Return the records exactly as they appear below, omitting the pictures.

[Stored data]
--------------------------------------------------

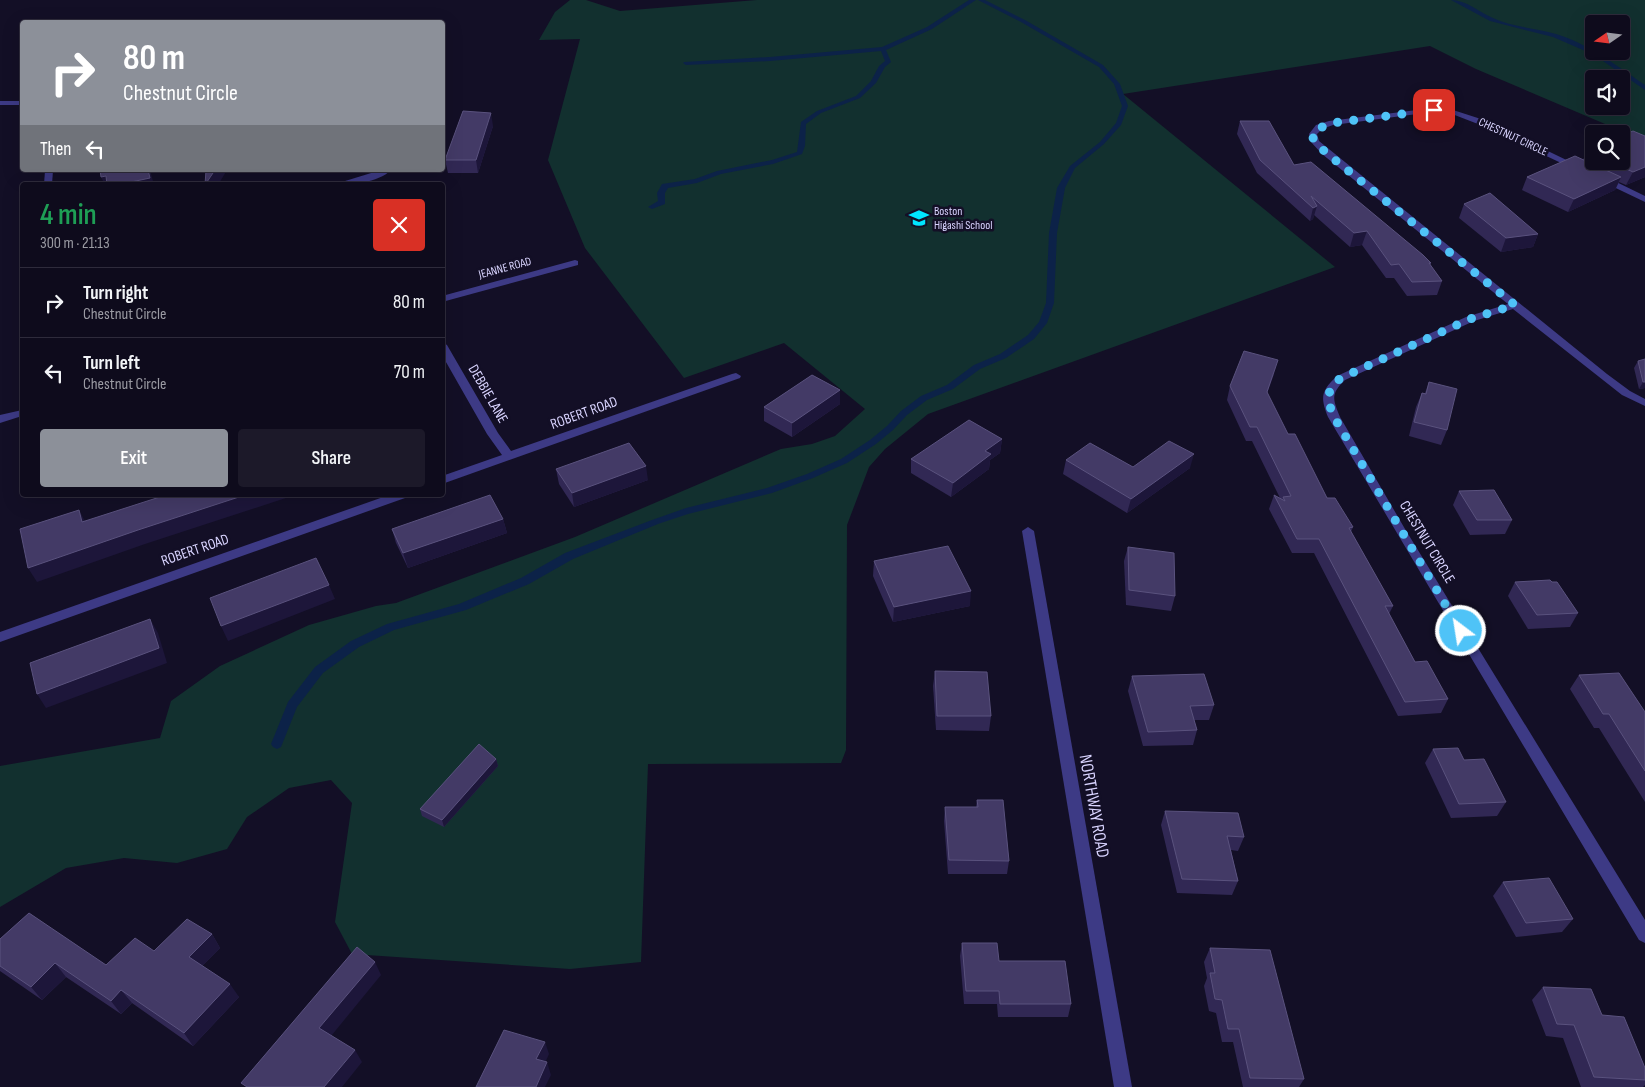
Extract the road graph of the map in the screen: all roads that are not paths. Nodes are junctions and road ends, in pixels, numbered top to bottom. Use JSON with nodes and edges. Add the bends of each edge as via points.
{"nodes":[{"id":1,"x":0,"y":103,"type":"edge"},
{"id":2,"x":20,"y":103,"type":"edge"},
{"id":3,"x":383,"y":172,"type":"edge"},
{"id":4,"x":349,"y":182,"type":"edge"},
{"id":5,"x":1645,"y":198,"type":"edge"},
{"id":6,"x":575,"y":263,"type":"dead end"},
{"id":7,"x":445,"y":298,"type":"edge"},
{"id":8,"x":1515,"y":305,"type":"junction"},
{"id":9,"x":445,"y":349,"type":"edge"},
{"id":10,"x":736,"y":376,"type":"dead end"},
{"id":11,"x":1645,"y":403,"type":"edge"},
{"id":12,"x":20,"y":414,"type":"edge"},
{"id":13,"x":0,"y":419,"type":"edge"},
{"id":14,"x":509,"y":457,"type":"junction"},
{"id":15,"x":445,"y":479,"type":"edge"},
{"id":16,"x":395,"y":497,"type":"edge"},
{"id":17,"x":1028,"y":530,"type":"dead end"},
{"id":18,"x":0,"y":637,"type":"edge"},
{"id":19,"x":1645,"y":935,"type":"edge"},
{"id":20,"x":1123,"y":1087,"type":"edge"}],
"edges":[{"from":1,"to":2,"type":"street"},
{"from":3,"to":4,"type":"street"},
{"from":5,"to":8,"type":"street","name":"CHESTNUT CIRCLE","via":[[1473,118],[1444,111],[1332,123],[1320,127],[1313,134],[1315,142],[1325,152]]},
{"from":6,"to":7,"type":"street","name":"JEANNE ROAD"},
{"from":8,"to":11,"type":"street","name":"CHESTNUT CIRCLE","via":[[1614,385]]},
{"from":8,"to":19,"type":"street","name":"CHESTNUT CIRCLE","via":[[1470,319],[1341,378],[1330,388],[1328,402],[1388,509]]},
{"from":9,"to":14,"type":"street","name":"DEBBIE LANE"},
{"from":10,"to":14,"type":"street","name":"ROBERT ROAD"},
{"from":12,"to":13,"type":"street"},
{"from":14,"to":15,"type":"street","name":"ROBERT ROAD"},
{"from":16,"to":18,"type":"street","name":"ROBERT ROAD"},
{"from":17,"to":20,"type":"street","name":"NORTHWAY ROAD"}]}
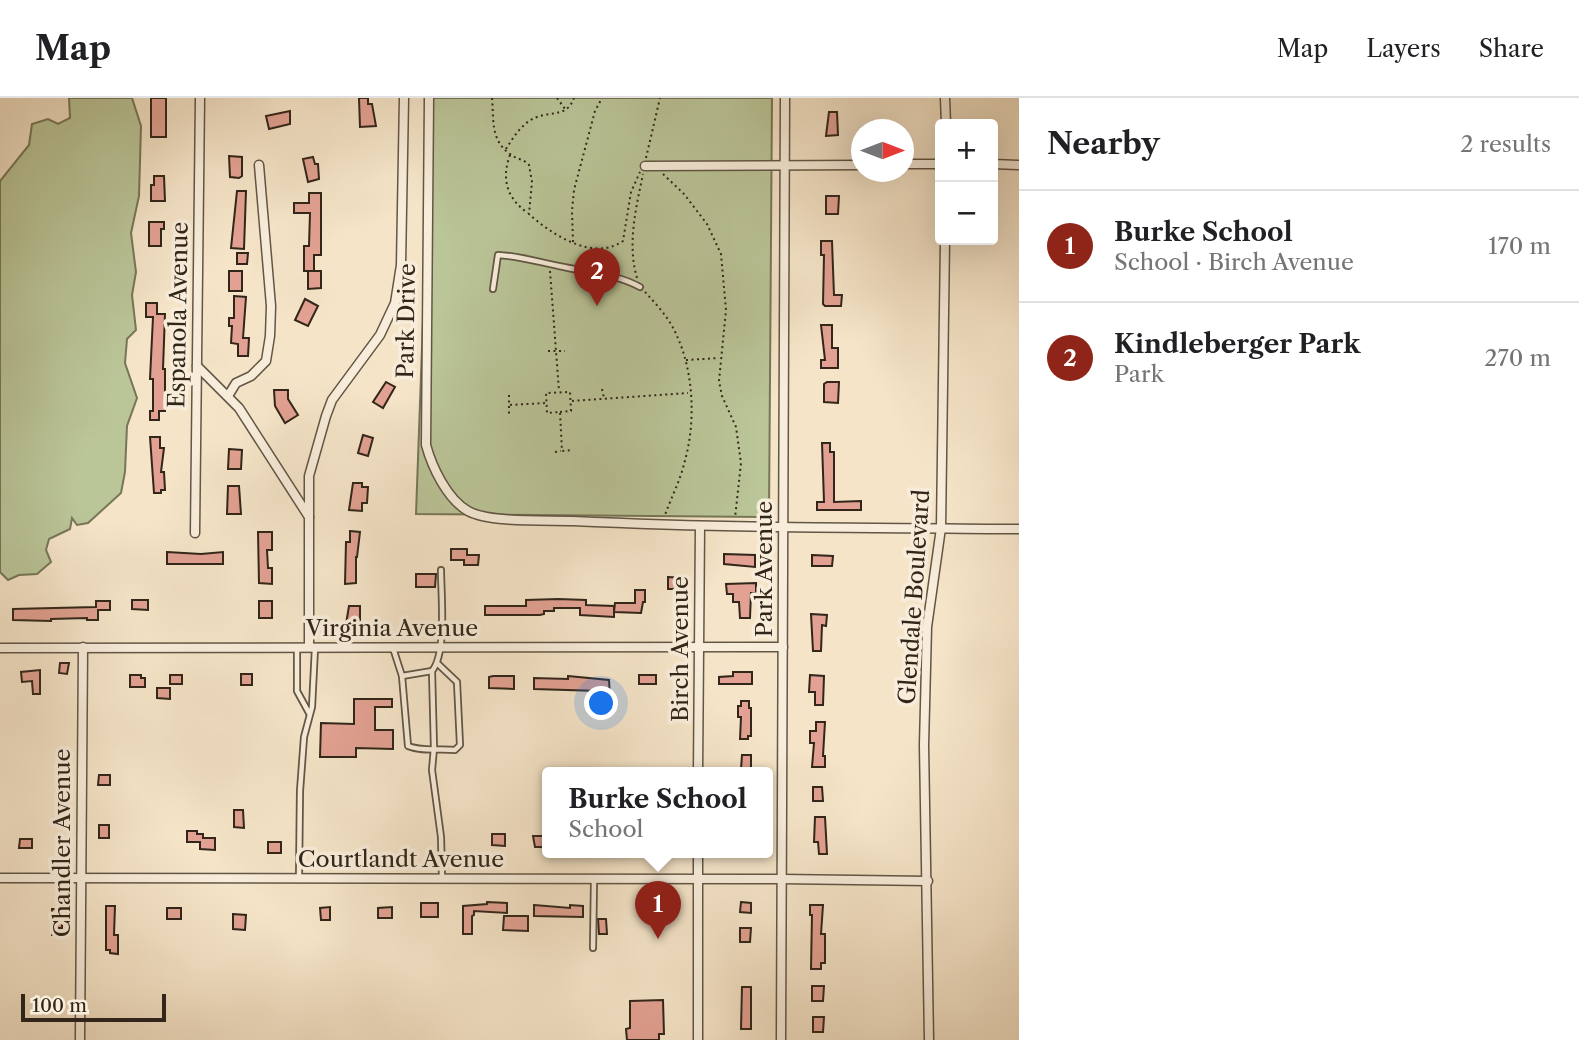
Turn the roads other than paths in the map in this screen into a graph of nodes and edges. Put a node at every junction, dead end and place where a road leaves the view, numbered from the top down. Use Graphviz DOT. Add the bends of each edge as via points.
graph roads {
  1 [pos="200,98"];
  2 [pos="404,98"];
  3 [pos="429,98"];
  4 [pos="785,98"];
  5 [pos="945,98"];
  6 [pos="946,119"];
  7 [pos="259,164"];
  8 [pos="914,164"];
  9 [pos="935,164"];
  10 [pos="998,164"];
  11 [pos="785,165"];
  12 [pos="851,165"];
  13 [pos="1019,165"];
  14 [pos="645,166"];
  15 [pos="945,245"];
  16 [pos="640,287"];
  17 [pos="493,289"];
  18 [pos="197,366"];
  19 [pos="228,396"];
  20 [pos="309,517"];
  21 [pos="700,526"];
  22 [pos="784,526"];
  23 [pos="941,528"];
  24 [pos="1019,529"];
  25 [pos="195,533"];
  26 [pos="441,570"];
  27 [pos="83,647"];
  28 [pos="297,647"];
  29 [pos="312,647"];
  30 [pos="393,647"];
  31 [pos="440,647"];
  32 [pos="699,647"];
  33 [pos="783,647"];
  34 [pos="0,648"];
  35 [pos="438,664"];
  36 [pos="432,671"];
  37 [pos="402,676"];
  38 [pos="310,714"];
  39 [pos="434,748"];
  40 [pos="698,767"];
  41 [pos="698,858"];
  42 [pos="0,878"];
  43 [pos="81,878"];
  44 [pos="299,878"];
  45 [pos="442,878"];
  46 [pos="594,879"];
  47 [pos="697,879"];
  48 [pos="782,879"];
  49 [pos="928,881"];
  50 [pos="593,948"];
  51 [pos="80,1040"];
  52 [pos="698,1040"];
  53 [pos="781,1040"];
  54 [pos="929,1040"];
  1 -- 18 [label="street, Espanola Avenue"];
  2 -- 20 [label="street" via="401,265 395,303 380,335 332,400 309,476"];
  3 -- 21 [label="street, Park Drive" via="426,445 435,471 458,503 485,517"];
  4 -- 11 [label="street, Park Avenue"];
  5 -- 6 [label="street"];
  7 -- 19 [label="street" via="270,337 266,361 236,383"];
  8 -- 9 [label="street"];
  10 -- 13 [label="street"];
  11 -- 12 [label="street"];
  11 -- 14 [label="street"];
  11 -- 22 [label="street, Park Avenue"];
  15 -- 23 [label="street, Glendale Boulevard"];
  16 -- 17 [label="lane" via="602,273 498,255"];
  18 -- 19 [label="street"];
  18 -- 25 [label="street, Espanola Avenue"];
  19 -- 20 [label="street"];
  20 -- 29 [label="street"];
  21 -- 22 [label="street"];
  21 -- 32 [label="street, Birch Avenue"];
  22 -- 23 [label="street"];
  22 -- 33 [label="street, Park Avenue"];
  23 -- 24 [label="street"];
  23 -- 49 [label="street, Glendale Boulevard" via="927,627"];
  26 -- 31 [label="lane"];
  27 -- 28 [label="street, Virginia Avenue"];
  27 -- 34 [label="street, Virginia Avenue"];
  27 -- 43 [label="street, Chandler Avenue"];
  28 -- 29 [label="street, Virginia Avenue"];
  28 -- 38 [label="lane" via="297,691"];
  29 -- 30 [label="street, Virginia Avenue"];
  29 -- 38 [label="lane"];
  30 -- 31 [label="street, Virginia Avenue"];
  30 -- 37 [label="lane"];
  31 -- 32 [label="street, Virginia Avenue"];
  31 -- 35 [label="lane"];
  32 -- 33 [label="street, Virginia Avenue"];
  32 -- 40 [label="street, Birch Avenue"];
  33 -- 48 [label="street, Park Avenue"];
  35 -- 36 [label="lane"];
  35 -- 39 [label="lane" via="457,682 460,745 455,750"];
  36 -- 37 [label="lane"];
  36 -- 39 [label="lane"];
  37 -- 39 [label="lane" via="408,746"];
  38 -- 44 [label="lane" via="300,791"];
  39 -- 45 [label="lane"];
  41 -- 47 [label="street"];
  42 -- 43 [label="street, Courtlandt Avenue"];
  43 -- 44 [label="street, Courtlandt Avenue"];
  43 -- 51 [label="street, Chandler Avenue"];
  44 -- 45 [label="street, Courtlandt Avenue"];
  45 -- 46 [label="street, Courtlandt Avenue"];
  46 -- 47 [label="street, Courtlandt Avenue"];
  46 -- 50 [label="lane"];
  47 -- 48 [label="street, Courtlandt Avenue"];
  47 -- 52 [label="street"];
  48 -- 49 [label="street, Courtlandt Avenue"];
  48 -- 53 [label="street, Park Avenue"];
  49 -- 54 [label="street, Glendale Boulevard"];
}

--------------------------------------------------

» **Answer section**
Extract the road graph of the map in the screen: all roads that are not paths. Nodes are junctions and road ends, in pixels, numbered top to bottom. Use JSON with nodes and edges. Add the bends of each edge as via points.
{"nodes":[{"id":1,"x":0,"y":103,"type":"edge"},
{"id":2,"x":20,"y":103,"type":"edge"},
{"id":3,"x":383,"y":172,"type":"edge"},
{"id":4,"x":349,"y":182,"type":"edge"},
{"id":5,"x":1645,"y":198,"type":"edge"},
{"id":6,"x":575,"y":263,"type":"dead end"},
{"id":7,"x":445,"y":298,"type":"edge"},
{"id":8,"x":1515,"y":305,"type":"junction"},
{"id":9,"x":445,"y":349,"type":"edge"},
{"id":10,"x":736,"y":376,"type":"dead end"},
{"id":11,"x":1645,"y":403,"type":"edge"},
{"id":12,"x":20,"y":414,"type":"edge"},
{"id":13,"x":0,"y":419,"type":"edge"},
{"id":14,"x":509,"y":457,"type":"junction"},
{"id":15,"x":445,"y":479,"type":"edge"},
{"id":16,"x":395,"y":497,"type":"edge"},
{"id":17,"x":1028,"y":530,"type":"dead end"},
{"id":18,"x":0,"y":637,"type":"edge"},
{"id":19,"x":1645,"y":935,"type":"edge"},
{"id":20,"x":1123,"y":1087,"type":"edge"}],
"edges":[{"from":1,"to":2,"type":"street"},
{"from":3,"to":4,"type":"street"},
{"from":5,"to":8,"type":"street","name":"CHESTNUT CIRCLE","via":[[1473,118],[1444,111],[1332,123],[1320,127],[1313,134],[1315,142],[1325,152]]},
{"from":6,"to":7,"type":"street","name":"JEANNE ROAD"},
{"from":8,"to":11,"type":"street","name":"CHESTNUT CIRCLE","via":[[1614,385]]},
{"from":8,"to":19,"type":"street","name":"CHESTNUT CIRCLE","via":[[1470,319],[1341,378],[1330,388],[1328,402],[1388,509]]},
{"from":9,"to":14,"type":"street","name":"DEBBIE LANE"},
{"from":10,"to":14,"type":"street","name":"ROBERT ROAD"},
{"from":12,"to":13,"type":"street"},
{"from":14,"to":15,"type":"street","name":"ROBERT ROAD"},
{"from":16,"to":18,"type":"street","name":"ROBERT ROAD"},
{"from":17,"to":20,"type":"street","name":"NORTHWAY ROAD"}]}
Turn the roads other than paths in the map in this screen into a graph of nodes and edges. Put a node at every junction, dead end and place where a road leaves the view, numbered from the top down. Use Graphviz DOT. Add the bends of each edge as via points.
graph roads {
  1 [pos="200,98"];
  2 [pos="404,98"];
  3 [pos="429,98"];
  4 [pos="785,98"];
  5 [pos="945,98"];
  6 [pos="946,119"];
  7 [pos="259,164"];
  8 [pos="914,164"];
  9 [pos="935,164"];
  10 [pos="998,164"];
  11 [pos="785,165"];
  12 [pos="851,165"];
  13 [pos="1019,165"];
  14 [pos="645,166"];
  15 [pos="945,245"];
  16 [pos="640,287"];
  17 [pos="493,289"];
  18 [pos="197,366"];
  19 [pos="228,396"];
  20 [pos="309,517"];
  21 [pos="700,526"];
  22 [pos="784,526"];
  23 [pos="941,528"];
  24 [pos="1019,529"];
  25 [pos="195,533"];
  26 [pos="441,570"];
  27 [pos="83,647"];
  28 [pos="297,647"];
  29 [pos="312,647"];
  30 [pos="393,647"];
  31 [pos="440,647"];
  32 [pos="699,647"];
  33 [pos="783,647"];
  34 [pos="0,648"];
  35 [pos="438,664"];
  36 [pos="432,671"];
  37 [pos="402,676"];
  38 [pos="310,714"];
  39 [pos="434,748"];
  40 [pos="698,767"];
  41 [pos="698,858"];
  42 [pos="0,878"];
  43 [pos="81,878"];
  44 [pos="299,878"];
  45 [pos="442,878"];
  46 [pos="594,879"];
  47 [pos="697,879"];
  48 [pos="782,879"];
  49 [pos="928,881"];
  50 [pos="593,948"];
  51 [pos="80,1040"];
  52 [pos="698,1040"];
  53 [pos="781,1040"];
  54 [pos="929,1040"];
  1 -- 18 [label="street, Espanola Avenue"];
  2 -- 20 [label="street" via="401,265 395,303 380,335 332,400 309,476"];
  3 -- 21 [label="street, Park Drive" via="426,445 435,471 458,503 485,517"];
  4 -- 11 [label="street, Park Avenue"];
  5 -- 6 [label="street"];
  7 -- 19 [label="street" via="270,337 266,361 236,383"];
  8 -- 9 [label="street"];
  10 -- 13 [label="street"];
  11 -- 12 [label="street"];
  11 -- 14 [label="street"];
  11 -- 22 [label="street, Park Avenue"];
  15 -- 23 [label="street, Glendale Boulevard"];
  16 -- 17 [label="lane" via="602,273 498,255"];
  18 -- 19 [label="street"];
  18 -- 25 [label="street, Espanola Avenue"];
  19 -- 20 [label="street"];
  20 -- 29 [label="street"];
  21 -- 22 [label="street"];
  21 -- 32 [label="street, Birch Avenue"];
  22 -- 23 [label="street"];
  22 -- 33 [label="street, Park Avenue"];
  23 -- 24 [label="street"];
  23 -- 49 [label="street, Glendale Boulevard" via="927,627"];
  26 -- 31 [label="lane"];
  27 -- 28 [label="street, Virginia Avenue"];
  27 -- 34 [label="street, Virginia Avenue"];
  27 -- 43 [label="street, Chandler Avenue"];
  28 -- 29 [label="street, Virginia Avenue"];
  28 -- 38 [label="lane" via="297,691"];
  29 -- 30 [label="street, Virginia Avenue"];
  29 -- 38 [label="lane"];
  30 -- 31 [label="street, Virginia Avenue"];
  30 -- 37 [label="lane"];
  31 -- 32 [label="street, Virginia Avenue"];
  31 -- 35 [label="lane"];
  32 -- 33 [label="street, Virginia Avenue"];
  32 -- 40 [label="street, Birch Avenue"];
  33 -- 48 [label="street, Park Avenue"];
  35 -- 36 [label="lane"];
  35 -- 39 [label="lane" via="457,682 460,745 455,750"];
  36 -- 37 [label="lane"];
  36 -- 39 [label="lane"];
  37 -- 39 [label="lane" via="408,746"];
  38 -- 44 [label="lane" via="300,791"];
  39 -- 45 [label="lane"];
  41 -- 47 [label="street"];
  42 -- 43 [label="street, Courtlandt Avenue"];
  43 -- 44 [label="street, Courtlandt Avenue"];
  43 -- 51 [label="street, Chandler Avenue"];
  44 -- 45 [label="street, Courtlandt Avenue"];
  45 -- 46 [label="street, Courtlandt Avenue"];
  46 -- 47 [label="street, Courtlandt Avenue"];
  46 -- 50 [label="lane"];
  47 -- 48 [label="street, Courtlandt Avenue"];
  47 -- 52 [label="street"];
  48 -- 49 [label="street, Courtlandt Avenue"];
  48 -- 53 [label="street, Park Avenue"];
  49 -- 54 [label="street, Glendale Boulevard"];
}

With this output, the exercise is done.